Sementara pemerintah Australia pada Rabu (19/5) menyatakan komitmennya untuk menggelontorkan dana sebesar AUS$ 600 juta atau sekitar US$ 467 juta (Rp 6,7 triliun) untuk membangun pembangkit listrik gas baru guna mendukung tenaga angin dan surya.
Sementara di Filipina, batu bara telah menjadi sumber tenaga dominan selama bertahun-tahun di negara ini. Bahkan setelah larangan pembangunan pembangkit batu bara baru. Sekretaris Energi Alfonso Cusi mengatakan transisi energi harus netral bahan bakar dan teknologi.
Menurut dia penghentian investasi pada sektor migas dan batu bara tanpa mempertimbangkan efisiensi dan daya saing akan menjadi kemunduran buat Filipina. "Terutama untuk masuk dalam jajaran negara berpenghasilan menengah ke atas," katanya.
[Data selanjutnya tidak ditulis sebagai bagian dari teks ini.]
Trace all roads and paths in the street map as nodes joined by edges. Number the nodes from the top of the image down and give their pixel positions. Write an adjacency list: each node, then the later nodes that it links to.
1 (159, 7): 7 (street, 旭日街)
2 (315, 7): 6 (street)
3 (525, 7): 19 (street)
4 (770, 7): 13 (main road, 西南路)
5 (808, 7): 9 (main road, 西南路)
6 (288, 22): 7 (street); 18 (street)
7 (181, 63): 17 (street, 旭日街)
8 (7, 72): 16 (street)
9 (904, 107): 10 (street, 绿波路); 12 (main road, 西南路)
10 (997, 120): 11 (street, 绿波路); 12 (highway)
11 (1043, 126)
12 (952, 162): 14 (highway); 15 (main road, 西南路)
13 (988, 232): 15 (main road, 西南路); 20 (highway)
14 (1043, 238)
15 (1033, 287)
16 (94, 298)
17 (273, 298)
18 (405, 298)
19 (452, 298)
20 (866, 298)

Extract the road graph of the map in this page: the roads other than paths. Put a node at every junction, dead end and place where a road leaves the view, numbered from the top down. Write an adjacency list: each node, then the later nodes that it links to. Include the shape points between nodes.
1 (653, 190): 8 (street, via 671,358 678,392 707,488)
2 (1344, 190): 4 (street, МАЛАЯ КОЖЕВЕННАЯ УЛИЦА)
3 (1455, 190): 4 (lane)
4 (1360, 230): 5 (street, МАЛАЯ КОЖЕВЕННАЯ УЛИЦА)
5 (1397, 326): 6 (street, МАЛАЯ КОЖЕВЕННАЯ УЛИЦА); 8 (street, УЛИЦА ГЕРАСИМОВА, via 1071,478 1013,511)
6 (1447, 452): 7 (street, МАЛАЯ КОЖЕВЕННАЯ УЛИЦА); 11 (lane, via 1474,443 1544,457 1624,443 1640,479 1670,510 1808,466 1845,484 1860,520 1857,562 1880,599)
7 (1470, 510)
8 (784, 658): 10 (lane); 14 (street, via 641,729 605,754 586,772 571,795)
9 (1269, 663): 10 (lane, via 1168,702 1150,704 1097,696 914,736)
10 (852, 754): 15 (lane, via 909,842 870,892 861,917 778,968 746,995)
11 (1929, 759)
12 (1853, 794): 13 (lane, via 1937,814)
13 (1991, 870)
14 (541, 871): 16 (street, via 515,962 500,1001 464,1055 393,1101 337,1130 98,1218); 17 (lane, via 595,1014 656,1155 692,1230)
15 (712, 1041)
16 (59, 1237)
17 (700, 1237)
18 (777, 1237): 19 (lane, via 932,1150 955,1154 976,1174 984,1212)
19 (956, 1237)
Sementara itu Direktur Eksekutif Asosiasi Pertambangan Batu Bara Indonesia (APBI) Hendra Sinadia menilai permintaan batu bara masih akan tinggi selama beberapa dekade ke depan, meskipun di tengah transisi menuju energi baru terbarukan. "Beberapa negara masih membangun pembangkit listrik batu bara baru," ujarnya.
Sebelumnya, IEA meminta agar investor menghentikan pembiayaan untuk proyek energi fosil demi mencapai target net zero emission pada pertengahan abad ini. Sebaliknya investor harus meningkatkan fokusnya pada pengembangan energi baru terbarukan (EBT).
IEA melaporkan bahwa jumlah negara yang berjanji untuk mencapai emisi nol bersih terus bertambah. Namun meskipun negara-negara tersebut berhasil mencapai targetnya pada 2050, masih ada sekitar 22 miliar ton emisi karbon dioksida yang beredar di seluruh dunia.
Menurut laporan IEA bertajuk “Net Zero by 2050” emisi gas rumah kaca tersebut akan menyebabkan kenaikan temperatur global sekitar 2,1° celcius pada 2100. Perjanjian Paris 2015 berupaya membatasi kenaikan temperatur global maksimal 1,5° C untuk menghindari dampak perubahan iklim yang merusak.
Ini membutuhkan emisi nol bersih gas rumah kaca pada pada 2050. “Jalan menuju nol bersih sempit, tapi masih bisa dicapai. Jika kita ingin mencapai target itu pada 2050, kita tidak membutuhkan investasi lagi pada proyek migas dan batu bara baru,” kata Direktur Eksekutif IEA, Fatih Birol, seperti dikutip Reuters, Rabu (19/5).